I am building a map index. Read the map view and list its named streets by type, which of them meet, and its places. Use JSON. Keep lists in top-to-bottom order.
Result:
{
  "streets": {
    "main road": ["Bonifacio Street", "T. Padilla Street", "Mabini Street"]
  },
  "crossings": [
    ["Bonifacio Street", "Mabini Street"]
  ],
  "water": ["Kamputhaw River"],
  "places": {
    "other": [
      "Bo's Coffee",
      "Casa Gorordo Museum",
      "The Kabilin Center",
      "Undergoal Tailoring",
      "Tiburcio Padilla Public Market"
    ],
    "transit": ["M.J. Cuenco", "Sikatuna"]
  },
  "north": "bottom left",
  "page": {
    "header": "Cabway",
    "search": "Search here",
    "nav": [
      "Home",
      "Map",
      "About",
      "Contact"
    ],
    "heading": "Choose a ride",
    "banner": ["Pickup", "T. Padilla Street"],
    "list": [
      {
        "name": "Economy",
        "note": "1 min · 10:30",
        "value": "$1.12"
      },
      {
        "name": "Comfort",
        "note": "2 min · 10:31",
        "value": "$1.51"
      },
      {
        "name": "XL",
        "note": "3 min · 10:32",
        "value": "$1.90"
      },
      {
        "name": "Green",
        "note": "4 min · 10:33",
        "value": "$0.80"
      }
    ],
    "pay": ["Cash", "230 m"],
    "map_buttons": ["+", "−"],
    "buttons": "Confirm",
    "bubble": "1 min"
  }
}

──────────────────────────────

__About this task__. Pull every line that holds the string "list" out of the records.

__Task solution__.
I am building a map index. Read the map view and list its named streets by type, which of them meet, and its places. Use JSON. Keep lists in top-to-bottom order.
    "list": [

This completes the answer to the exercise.